Today is an important day: it's the 10th anniversary of The Notebook making millions of women cry. No doubt there are a lot of reasons to celebrate this movie (hello, Ryan Gosling!) but as many memes as it may have inspired, for me the movie has a little more meaning. The Notebook taught me about consent. In the first love scene back when Gosling's character Noah and Rachel McAdams character Allie were still kiddos in the run-down farmhouse, Noah pauses to ask her if she's okay, and suddenly I realized that sex didn't always have to violent. I learned that consent was an important part of sex, and that's why to this day when you ask me my favorite scene from the movie I always say when Noah asks Allie if she's okay during their sex scene.

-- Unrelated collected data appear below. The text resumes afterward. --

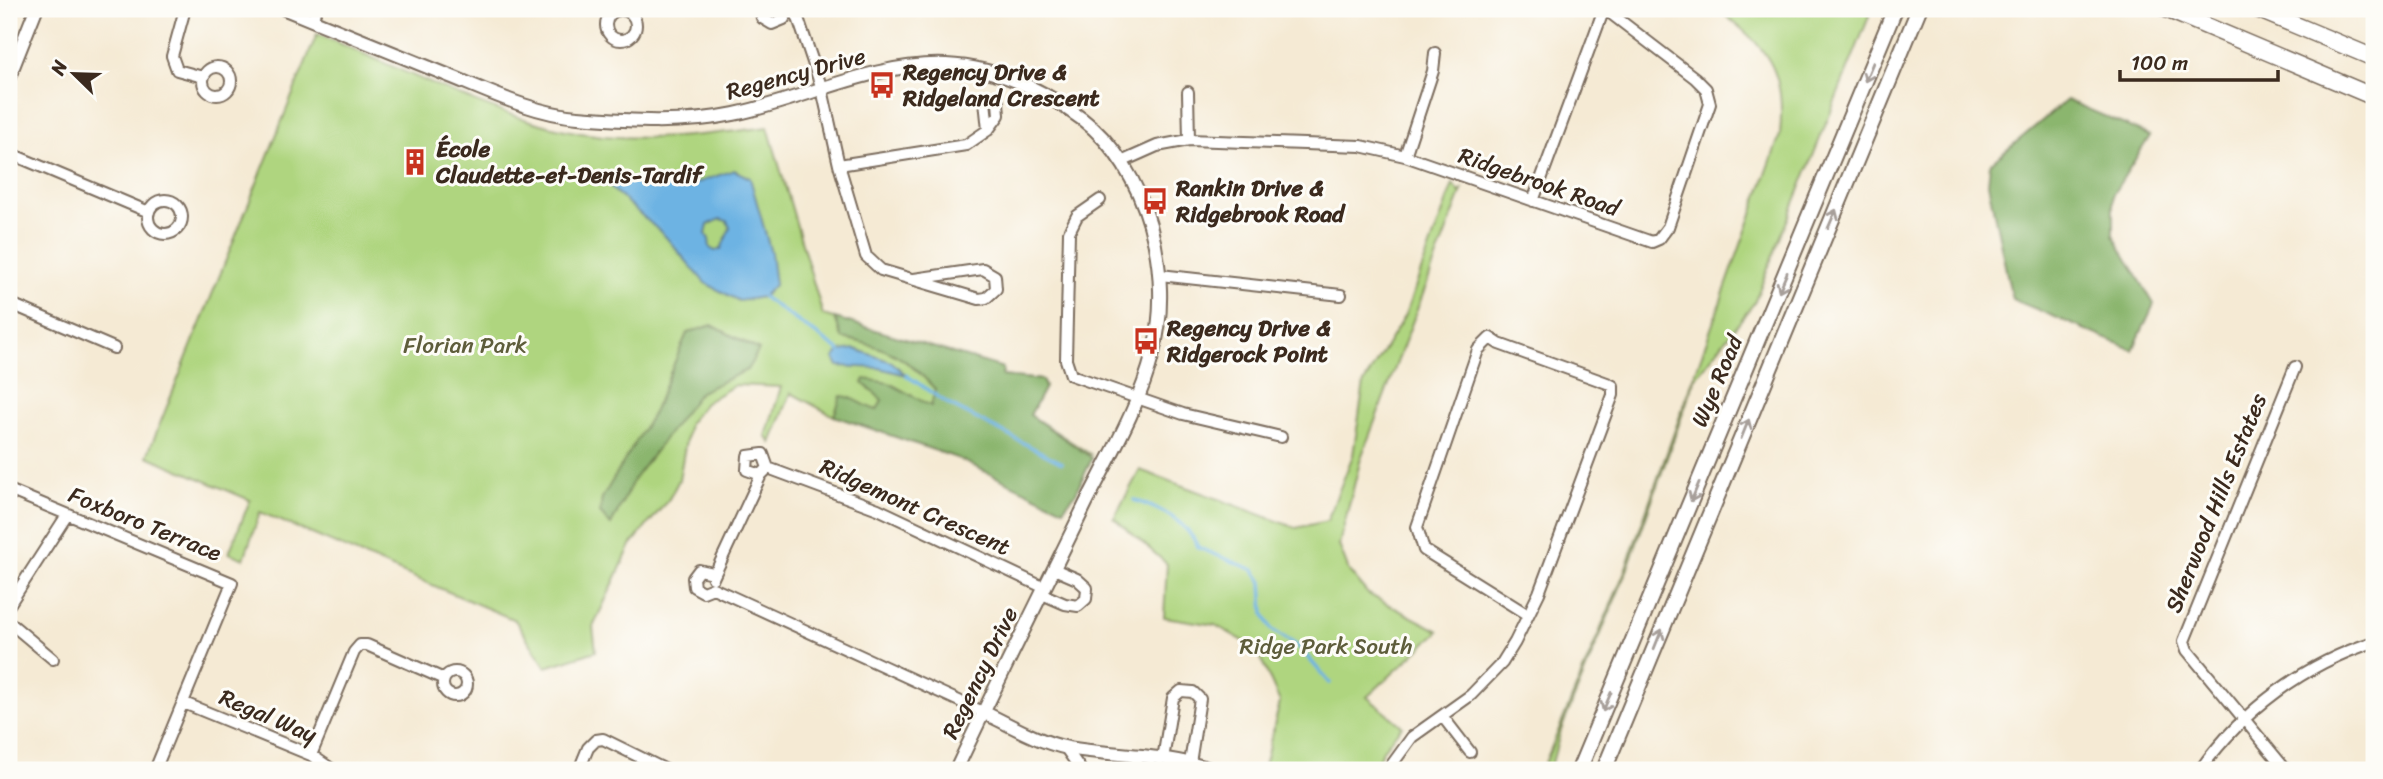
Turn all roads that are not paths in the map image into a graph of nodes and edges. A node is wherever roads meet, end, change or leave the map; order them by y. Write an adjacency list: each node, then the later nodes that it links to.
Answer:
1 (36, 9): 15 (street)
2 (184, 9): 16 (street)
3 (285, 9): 12 (street, Regency Drive)
4 (760, 9): 5 (street)
5 (786, 9)
6 (795, 9): 17 (street)
7 (1605, 9): 27 (street); 27 (street, Ridgebrook Road)
8 (1895, 9): 68 (main road, Wye Road, one-way to 68)
9 (1919, 9): 69 (main road, Wye Road, one-way to 9)
10 (2166, 9): 19 (main road)
11 (2257, 9): 14 (main road)
12 (314, 14): 17 (street, Regency Drive)
13 (1435, 53): 23 (street)
14 (2374, 58)
15 (9, 77)
16 (203, 77)
17 (822, 89): 24 (street, Regency Drive); 25 (street)
18 (1188, 92): 21 (street)
19 (2374, 97)
20 (988, 130): 25 (street)
21 (1189, 140): 23 (street, Ridgebrook Road); 24 (street, Ridgebrook Road)
22 (9, 153): 28 (street)
23 (1405, 156): 27 (street, Ridgebrook Road)
24 (1121, 162): 29 (street, Regency Drive)
25 (839, 165): 30 (street)
26 (1100, 200): 35 (street)
27 (1533, 201)
28 (149, 212)
29 (1160, 275): 31 (street); 35 (street, Regency Drive)
30 (914, 279): 30 (street)
31 (1341, 295)
32 (9, 303): 33 (street)
33 (114, 348)
34 (2295, 367): 52 (street, Sherwood Hills Estates)
35 (1136, 399): 36 (street); 39 (street, Regency Drive)
36 (1281, 438)
37 (9, 490): 38 (street, Foxboro Terrace)
38 (67, 515): 43 (street); 49 (street, Foxboro Terrace)
39 (1054, 569): 42 (street, Regency Drive); 42 (street, Regency Drive)
40 (713, 573): 41 (street, Ridgemont Crescent); 41 (street, Ridgemont Crescent); 42 (street, Ridgemont Crescent)
41 (713, 588): 50 (street, Ridgemont Crescent)
42 (1043, 591): 50 (street, Regency Drive)
43 (9, 605)
44 (1528, 615): 44 (street); 51 (street)
45 (9, 622): 47 (street)
46 (2374, 642): 52 (street)
47 (53, 659)
48 (444, 679): 55 (street)
49 (184, 703): 55 (street, Regal Way); 59 (street, Foxboro Terrace)
50 (983, 712): 53 (street); 63 (street, Regency Drive)
51 (1443, 717): 54 (street); 67 (street)
52 (2243, 719): 70 (street); 71 (street, Sherwood Hills Estates)
53 (1065, 747): 56 (street); 64 (street)
54 (1470, 752)
55 (311, 755): 60 (street, Regal Way)
56 (1138, 756): 57 (street); 65 (street)
57 (1163, 759): 58 (street); 58 (street)
58 (1189, 763): 66 (street)
59 (155, 770)
60 (333, 770)
61 (579, 770): 62 (street)
62 (666, 770)
63 (956, 770)
64 (1081, 770)
65 (1135, 770)
66 (1213, 770)
67 (1388, 770)
68 (1579, 770)
69 (1604, 770)
70 (2200, 770)
71 (2286, 770)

When The Notebook first came out I was 13. I don't remember if that's the year I saw the movie, but I know I saw it as a young teenager and was impressionable enough that the scene rubbed off on me. Until that point, the sex I'd seen in movies took on a very different shape. It was always rough, even when it was passionate and full of love. It was a guy throwing the girl down on the bed... or ripping her clothes off... I became used to this notion that this is what sex was. That combined with the (untrue) notion that sex is supposed to hurt for girls the first time and it's safe to say I was terrified to have sex.
But The Notebook changed my outlook on it. It's one of the most honest representations of sex I've still seen today. It's obvious that Allie and Noah love each other, and the way they go about their love scene feels real. To be honest, it's awkward. There's no ripping off of clothes, or rough pushing up of a hemline to gain access. Instead each person takes off their own clothes, slowly and shyly.
When they actually get down to business Allie isn't engrossed in the passion of it all, she's freaking out. She can't stop talking and thinking and you're not totally sure if she even wants to go through with this. Instead of attempting to convince her of his love or make her feel guilty for not following through, Noah instead asks her if she's okay. Even though Allie's exact words are, "you're gonna have to talk me through this," Noah does nothing of the sort. Instead he stops and says, "You alright? Did I hurt you?" Noah even says, "You don't have to do this if you don't want to."
To me it was a revolutionary scene. I didn't read the book, so I don't know if Nicholas Sparks wrote the scene that way, but whoever developed it made a big impact on me, and I hope other young girls out there too. For the first time I saw that consent wasn't only allowed, but if the guy truly cared about you and loved you, he would ask for that consent and be okay with not going through with things if you weren't ready. We need more sex scenes like that because as smart of a teenager as I was, I still looked to the examples around me for advice and until The Notebook came out, those examples of sex really weren't what a teenage girl should think sex is about.
So as we celebrate all the tears and romance that this movie has brought us over the last ten years, let's take a moment to appreciate this underrated, but extremely important scene.